» **Your objective**
How many lines of these entries include the string "Abascal"? State the number alone.

Content starts

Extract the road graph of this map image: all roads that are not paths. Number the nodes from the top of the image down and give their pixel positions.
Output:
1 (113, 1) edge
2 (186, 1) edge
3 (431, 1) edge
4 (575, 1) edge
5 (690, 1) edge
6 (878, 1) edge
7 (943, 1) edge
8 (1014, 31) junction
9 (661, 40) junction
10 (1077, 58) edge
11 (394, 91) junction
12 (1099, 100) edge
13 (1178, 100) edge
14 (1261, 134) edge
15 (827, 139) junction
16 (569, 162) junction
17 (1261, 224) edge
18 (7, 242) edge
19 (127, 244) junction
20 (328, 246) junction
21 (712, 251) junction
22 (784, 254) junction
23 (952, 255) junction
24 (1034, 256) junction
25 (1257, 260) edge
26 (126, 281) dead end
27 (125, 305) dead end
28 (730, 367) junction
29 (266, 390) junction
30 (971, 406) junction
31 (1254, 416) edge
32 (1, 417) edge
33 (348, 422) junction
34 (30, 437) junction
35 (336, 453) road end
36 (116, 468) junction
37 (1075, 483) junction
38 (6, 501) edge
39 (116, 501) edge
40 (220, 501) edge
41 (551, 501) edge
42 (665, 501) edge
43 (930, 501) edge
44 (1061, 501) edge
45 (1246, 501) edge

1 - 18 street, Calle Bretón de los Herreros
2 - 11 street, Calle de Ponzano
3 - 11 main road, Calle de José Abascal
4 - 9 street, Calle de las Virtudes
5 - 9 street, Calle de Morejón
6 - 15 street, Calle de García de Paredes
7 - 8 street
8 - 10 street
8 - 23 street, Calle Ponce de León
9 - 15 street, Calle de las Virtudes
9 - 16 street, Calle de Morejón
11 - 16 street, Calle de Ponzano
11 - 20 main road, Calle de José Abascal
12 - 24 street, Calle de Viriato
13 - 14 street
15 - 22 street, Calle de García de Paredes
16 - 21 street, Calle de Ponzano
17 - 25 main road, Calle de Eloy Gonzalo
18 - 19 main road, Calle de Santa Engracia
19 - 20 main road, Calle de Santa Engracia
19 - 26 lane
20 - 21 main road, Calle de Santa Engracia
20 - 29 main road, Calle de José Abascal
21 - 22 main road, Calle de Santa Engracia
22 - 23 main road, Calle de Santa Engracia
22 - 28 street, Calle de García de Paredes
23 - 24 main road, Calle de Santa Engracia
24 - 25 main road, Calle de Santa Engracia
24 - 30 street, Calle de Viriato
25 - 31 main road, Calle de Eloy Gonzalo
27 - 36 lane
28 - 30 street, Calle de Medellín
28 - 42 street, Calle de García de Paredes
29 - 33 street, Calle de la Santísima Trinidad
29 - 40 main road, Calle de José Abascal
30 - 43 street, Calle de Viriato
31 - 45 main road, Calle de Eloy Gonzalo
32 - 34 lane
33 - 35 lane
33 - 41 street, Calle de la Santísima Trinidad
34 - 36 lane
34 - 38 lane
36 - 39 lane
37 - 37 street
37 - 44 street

Content ends

» **Solution to this problem**
4